Previously known for its economic egalitarianism, Japan is now experiencing a widening income gap. That’s because many workers are finding themselves without a steady job as Japanese companies are relying more and more on short-term labor contracts.
Market reforms in 2004 made it easier for companies to hire short-term workers in an attempt to make the Japanese economy more competitive. With these new policies, Japan may have unintentionally increased the very inequality that it’s prided itself on avoiding.
"In order to reduce costs, big companies increased their use of part-timers, as the cost of employing these temporary workers is roughly a quarter or less than regular workers,” Tadashi Nakamae, president of the Nakamae International Research Institute, told the Christian Science Monitor.

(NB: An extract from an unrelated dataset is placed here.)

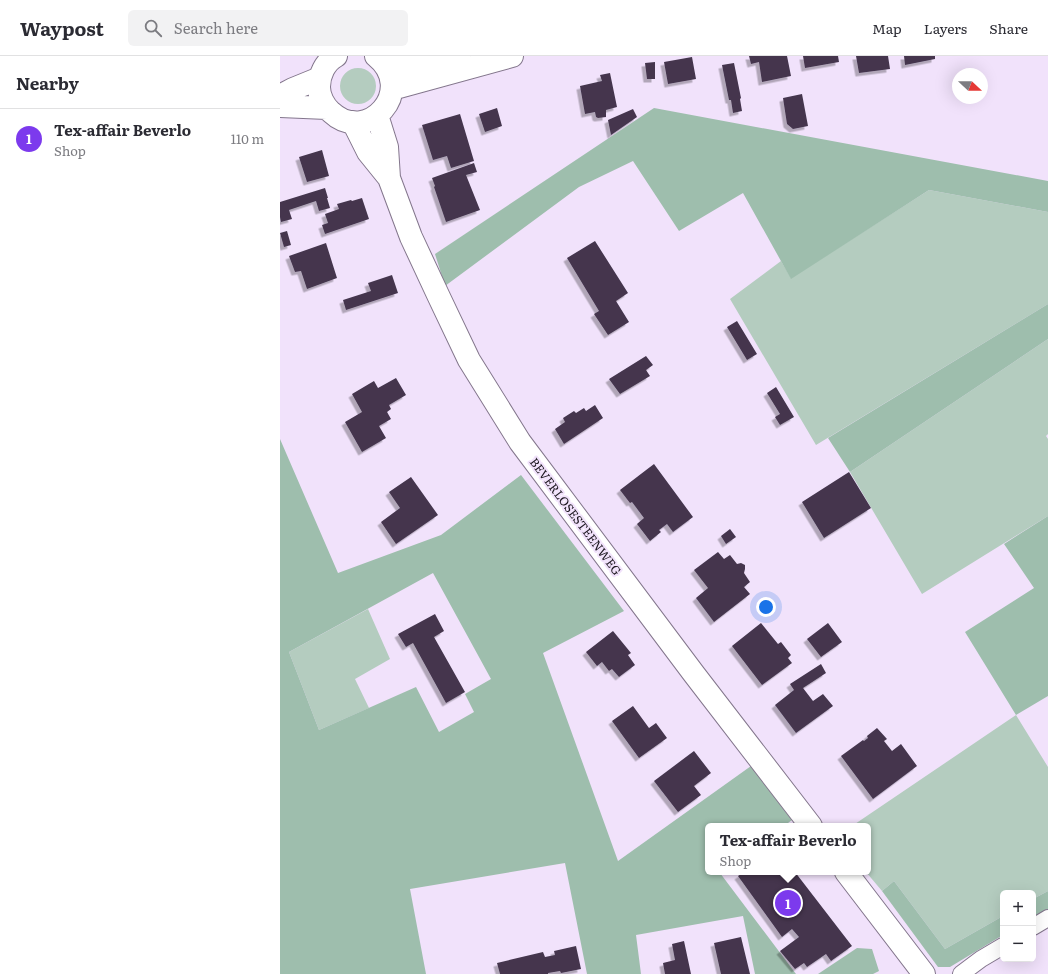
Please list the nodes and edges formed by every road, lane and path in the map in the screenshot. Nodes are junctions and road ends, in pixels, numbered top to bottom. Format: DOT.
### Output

Income inequality rose twice as fast in Japan as in other rich countries between the mid-80s and 2000, according to the Organization of Economic Cooperation and Development (OECD).
The gap between rich and poor in Japan is wider than the OECD average. The OECD's 30 members include many of the world's leading economies, such as the USA, Germany, Japan, the United Kingdom, France and South Korea.
Similarly, Merrill Lynch Japan Securities found that the top 10% of Japanese male wage earners now earn 3.2 times what the bottom 10% make; the figure had been steady at around 2.6 times in the late '90s.
Though many see inequality as negative, some economists point out that reforms to reduce labor costs may be necessary to keep some companies afloat. Even still, In a country where 90 percent of the population has traditionally considered themselves to be middle class, this growing divide must be quite a shock to Japan’s egalitarian self-image.